* [WORK INSTRUCTIONS]:
Among these records, which lines include "points"? Copy them out.

+++

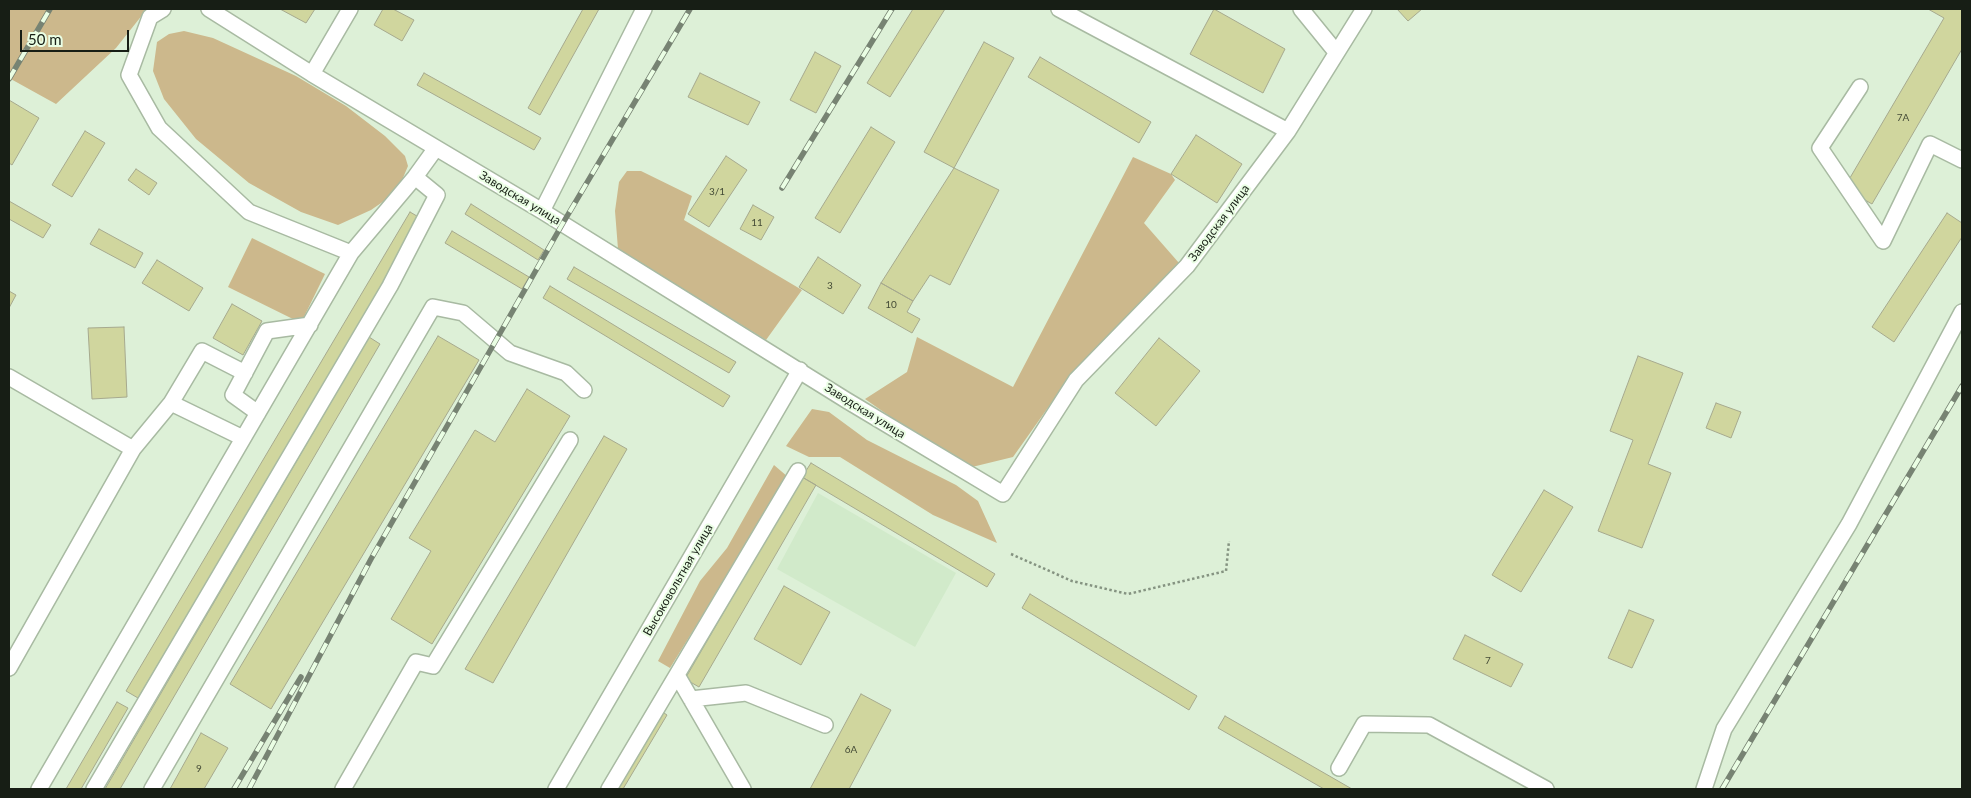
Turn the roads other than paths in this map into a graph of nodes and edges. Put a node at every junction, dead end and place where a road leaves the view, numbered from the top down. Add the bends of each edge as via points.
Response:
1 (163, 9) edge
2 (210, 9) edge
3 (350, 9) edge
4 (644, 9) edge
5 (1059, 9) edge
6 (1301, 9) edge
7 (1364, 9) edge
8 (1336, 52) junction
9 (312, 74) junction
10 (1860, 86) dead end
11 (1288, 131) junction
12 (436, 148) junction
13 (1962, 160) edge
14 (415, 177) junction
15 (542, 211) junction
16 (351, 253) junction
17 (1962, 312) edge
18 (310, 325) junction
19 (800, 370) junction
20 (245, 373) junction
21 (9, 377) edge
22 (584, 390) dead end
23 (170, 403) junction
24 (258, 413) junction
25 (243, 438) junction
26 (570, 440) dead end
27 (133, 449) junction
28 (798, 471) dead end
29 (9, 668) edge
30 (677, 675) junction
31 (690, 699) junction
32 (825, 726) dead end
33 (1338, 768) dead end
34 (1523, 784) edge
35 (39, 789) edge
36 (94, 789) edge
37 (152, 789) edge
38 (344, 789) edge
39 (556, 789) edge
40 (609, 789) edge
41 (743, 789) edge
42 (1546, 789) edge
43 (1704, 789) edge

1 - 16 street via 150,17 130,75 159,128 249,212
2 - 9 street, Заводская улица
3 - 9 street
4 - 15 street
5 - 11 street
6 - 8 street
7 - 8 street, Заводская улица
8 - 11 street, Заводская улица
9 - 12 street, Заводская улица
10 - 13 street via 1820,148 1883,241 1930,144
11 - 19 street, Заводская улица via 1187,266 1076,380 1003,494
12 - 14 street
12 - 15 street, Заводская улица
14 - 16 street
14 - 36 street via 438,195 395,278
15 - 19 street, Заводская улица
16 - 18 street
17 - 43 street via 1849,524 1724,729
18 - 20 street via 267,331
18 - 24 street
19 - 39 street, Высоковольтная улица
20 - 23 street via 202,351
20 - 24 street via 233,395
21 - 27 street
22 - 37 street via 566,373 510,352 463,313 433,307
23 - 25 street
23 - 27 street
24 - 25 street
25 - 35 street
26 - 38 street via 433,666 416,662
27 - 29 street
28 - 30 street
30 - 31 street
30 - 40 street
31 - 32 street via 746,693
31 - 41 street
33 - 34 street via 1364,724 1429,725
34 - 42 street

+++

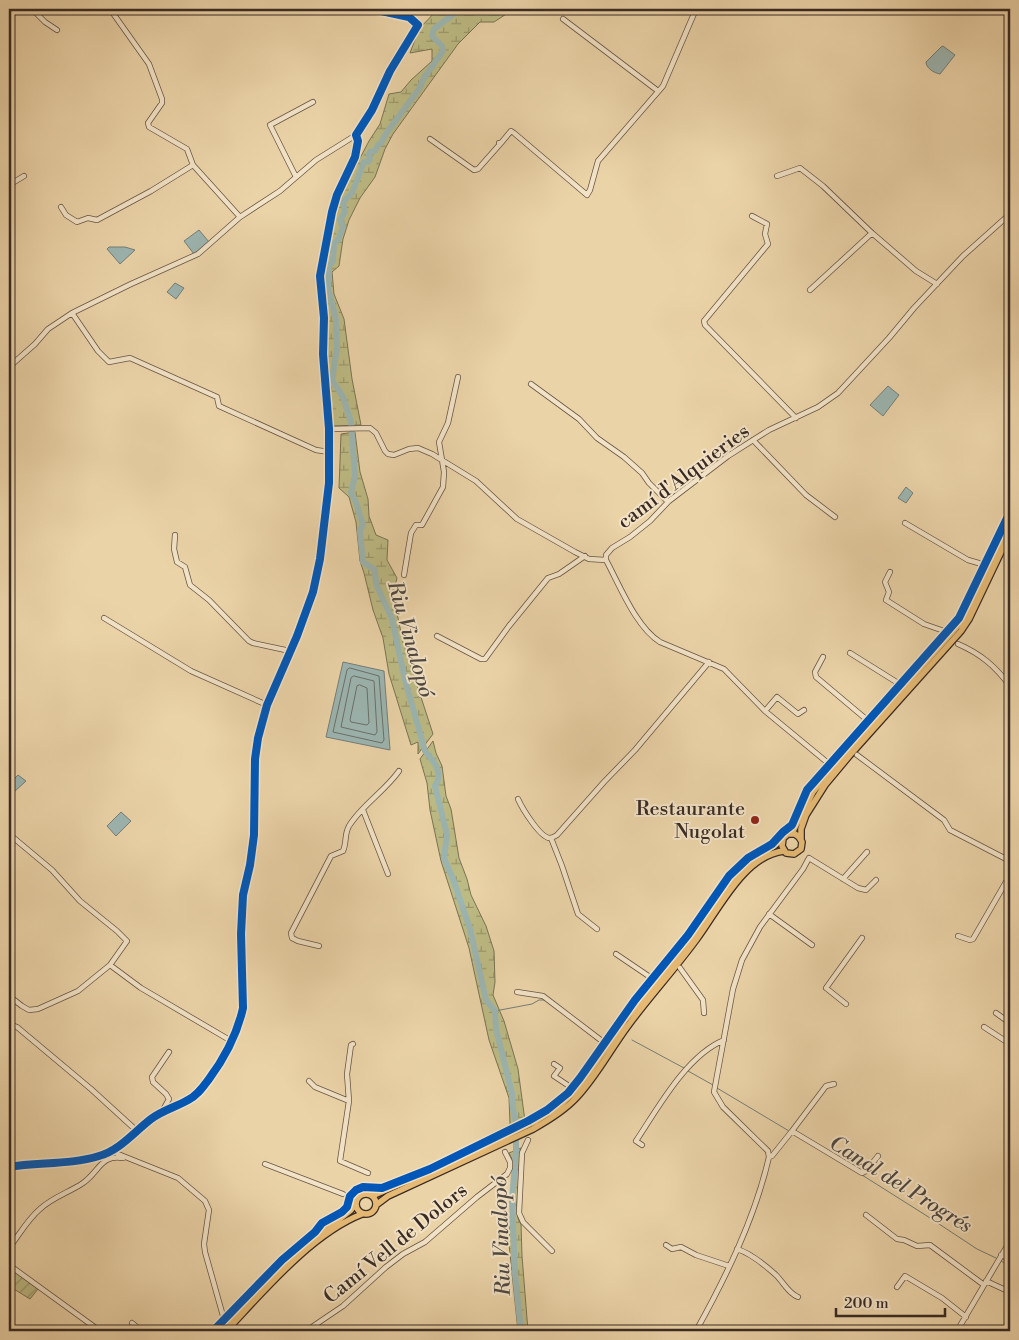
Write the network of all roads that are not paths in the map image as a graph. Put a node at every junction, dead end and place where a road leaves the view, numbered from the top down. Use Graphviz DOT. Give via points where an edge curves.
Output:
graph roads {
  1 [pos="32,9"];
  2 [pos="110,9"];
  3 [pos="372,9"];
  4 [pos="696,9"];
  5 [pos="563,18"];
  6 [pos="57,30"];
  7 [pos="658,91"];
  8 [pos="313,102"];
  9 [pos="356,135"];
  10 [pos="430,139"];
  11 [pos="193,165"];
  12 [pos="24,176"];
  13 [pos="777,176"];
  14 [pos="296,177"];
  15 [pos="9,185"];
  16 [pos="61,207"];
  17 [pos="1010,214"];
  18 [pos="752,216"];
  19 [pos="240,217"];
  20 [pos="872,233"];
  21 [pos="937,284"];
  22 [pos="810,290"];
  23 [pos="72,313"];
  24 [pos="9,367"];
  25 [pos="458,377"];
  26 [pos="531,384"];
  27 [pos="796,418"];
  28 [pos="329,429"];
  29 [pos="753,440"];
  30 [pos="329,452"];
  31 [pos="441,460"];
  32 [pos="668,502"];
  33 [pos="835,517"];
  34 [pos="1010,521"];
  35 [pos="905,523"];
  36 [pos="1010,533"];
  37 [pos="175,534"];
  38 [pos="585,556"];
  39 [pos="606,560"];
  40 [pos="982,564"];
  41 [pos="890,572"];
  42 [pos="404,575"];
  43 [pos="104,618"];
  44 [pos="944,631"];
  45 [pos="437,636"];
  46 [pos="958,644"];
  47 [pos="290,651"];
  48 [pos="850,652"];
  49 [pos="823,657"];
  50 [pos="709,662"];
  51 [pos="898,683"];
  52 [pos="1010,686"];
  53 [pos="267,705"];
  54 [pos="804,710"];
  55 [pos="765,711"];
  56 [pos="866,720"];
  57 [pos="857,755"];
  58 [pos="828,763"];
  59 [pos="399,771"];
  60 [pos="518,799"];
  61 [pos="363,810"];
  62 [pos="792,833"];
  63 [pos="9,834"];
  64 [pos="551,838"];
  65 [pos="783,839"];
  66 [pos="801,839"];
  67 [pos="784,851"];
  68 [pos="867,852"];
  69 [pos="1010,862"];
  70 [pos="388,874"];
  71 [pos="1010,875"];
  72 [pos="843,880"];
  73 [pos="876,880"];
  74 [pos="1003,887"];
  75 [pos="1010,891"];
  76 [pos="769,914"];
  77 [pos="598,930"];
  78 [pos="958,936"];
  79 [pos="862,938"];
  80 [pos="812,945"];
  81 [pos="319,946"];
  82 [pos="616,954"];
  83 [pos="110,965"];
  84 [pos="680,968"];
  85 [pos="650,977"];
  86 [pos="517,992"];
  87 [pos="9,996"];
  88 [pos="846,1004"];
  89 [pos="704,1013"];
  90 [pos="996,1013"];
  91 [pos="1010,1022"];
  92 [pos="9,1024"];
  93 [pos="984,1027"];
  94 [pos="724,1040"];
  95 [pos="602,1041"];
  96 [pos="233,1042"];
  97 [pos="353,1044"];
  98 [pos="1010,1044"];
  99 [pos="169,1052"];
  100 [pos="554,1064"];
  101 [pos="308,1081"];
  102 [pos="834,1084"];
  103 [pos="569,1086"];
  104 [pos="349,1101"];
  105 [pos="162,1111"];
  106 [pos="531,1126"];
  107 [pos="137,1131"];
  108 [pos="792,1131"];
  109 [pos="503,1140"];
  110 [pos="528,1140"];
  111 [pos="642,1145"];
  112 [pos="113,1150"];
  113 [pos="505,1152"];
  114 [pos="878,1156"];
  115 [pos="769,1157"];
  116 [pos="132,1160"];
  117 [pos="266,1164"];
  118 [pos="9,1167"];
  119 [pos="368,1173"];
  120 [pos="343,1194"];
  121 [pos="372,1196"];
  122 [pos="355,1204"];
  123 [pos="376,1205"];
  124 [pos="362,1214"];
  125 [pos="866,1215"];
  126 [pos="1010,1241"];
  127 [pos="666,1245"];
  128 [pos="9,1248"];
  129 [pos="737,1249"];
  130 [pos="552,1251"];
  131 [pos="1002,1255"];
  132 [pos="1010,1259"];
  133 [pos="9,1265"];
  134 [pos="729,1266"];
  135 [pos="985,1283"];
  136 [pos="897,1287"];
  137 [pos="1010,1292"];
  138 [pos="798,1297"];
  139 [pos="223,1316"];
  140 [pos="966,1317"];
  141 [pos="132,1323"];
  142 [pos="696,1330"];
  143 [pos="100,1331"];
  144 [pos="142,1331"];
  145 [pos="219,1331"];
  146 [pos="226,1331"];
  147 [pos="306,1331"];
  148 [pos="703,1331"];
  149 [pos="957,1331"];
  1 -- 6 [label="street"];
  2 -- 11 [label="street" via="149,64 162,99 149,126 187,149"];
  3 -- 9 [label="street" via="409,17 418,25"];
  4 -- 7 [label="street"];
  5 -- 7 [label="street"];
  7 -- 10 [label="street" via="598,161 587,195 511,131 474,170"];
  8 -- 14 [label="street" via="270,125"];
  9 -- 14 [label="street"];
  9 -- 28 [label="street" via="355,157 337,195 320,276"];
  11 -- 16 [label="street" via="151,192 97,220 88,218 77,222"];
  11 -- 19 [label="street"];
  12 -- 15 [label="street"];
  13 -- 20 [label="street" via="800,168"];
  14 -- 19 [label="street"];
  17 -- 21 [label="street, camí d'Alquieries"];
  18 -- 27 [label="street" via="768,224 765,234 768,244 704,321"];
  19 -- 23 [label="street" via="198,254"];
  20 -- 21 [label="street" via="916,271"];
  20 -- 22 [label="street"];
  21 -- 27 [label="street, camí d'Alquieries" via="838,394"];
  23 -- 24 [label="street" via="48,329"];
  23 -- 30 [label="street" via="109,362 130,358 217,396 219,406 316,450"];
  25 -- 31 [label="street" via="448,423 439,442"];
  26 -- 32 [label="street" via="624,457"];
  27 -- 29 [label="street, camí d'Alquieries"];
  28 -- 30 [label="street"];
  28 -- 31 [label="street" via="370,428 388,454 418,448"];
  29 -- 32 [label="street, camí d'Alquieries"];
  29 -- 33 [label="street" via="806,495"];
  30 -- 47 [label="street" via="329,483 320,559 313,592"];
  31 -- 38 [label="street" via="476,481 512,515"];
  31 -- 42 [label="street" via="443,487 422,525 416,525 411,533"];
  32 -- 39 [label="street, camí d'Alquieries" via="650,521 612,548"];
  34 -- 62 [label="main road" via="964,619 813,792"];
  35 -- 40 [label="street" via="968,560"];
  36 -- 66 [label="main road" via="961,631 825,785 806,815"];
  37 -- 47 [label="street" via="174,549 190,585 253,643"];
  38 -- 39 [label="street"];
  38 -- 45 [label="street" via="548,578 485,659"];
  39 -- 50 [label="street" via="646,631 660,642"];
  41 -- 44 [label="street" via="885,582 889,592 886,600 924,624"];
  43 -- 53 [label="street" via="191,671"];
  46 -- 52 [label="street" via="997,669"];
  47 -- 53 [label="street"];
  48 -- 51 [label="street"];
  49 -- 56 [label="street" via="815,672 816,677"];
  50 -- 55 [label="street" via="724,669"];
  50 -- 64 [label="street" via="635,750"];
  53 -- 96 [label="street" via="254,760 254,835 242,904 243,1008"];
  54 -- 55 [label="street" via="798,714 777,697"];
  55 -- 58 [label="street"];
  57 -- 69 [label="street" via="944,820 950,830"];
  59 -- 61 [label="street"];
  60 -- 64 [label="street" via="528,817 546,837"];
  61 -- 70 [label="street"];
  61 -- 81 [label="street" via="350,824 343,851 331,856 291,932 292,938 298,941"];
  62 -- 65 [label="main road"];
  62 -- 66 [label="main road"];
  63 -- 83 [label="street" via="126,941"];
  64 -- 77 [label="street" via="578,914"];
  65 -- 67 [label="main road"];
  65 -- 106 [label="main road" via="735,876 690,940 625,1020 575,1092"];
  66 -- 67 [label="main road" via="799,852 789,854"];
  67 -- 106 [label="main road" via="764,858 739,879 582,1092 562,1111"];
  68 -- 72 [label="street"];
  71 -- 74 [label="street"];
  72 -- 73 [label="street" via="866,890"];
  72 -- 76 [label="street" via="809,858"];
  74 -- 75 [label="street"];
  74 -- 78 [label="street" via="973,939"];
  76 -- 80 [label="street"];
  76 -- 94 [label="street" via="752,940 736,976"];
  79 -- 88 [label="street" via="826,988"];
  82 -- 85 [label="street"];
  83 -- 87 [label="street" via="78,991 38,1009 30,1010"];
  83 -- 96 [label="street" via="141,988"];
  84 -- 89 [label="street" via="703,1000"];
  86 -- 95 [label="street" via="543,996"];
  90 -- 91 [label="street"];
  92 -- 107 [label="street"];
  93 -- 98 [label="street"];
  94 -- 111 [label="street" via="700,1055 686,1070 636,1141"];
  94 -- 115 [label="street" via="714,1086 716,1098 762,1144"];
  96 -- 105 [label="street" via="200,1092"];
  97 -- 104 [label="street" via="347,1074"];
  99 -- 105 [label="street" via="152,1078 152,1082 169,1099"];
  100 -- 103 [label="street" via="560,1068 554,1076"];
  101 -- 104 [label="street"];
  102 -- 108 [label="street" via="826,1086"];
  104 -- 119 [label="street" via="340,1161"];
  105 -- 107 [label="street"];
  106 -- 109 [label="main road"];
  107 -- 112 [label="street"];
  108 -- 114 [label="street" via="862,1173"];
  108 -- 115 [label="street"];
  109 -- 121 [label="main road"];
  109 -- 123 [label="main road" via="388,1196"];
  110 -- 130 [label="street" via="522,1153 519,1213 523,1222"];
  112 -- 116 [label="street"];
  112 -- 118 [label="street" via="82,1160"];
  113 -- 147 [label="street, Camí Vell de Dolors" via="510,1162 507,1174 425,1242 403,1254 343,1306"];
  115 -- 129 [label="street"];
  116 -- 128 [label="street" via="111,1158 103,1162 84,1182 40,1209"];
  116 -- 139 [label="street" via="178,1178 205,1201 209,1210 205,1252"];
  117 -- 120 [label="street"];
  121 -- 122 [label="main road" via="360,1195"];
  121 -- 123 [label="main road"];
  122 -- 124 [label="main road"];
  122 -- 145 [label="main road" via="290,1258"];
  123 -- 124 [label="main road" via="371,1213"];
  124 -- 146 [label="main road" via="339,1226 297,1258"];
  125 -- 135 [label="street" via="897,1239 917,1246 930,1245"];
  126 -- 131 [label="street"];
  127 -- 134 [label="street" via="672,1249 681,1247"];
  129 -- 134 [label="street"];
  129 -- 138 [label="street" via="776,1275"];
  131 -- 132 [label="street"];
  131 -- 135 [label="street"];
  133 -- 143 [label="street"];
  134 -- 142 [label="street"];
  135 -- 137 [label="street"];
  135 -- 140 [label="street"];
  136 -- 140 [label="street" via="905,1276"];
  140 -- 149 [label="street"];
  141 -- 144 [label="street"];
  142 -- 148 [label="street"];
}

+++

* [REPLY]:
Turn the roads other than paths in this map into a graph of nodes and edges. Put a node at every junction, dead end and place where a road leaves the view, numbered from the top down. Add the bends of each edge as via points.
Write the network of all roads that are not paths in the map image as a graph. Put a node at every junction, dead end and place where a road leaves the view, numbered from the top down. Use Graphviz DOT. Give via points where an edge curves.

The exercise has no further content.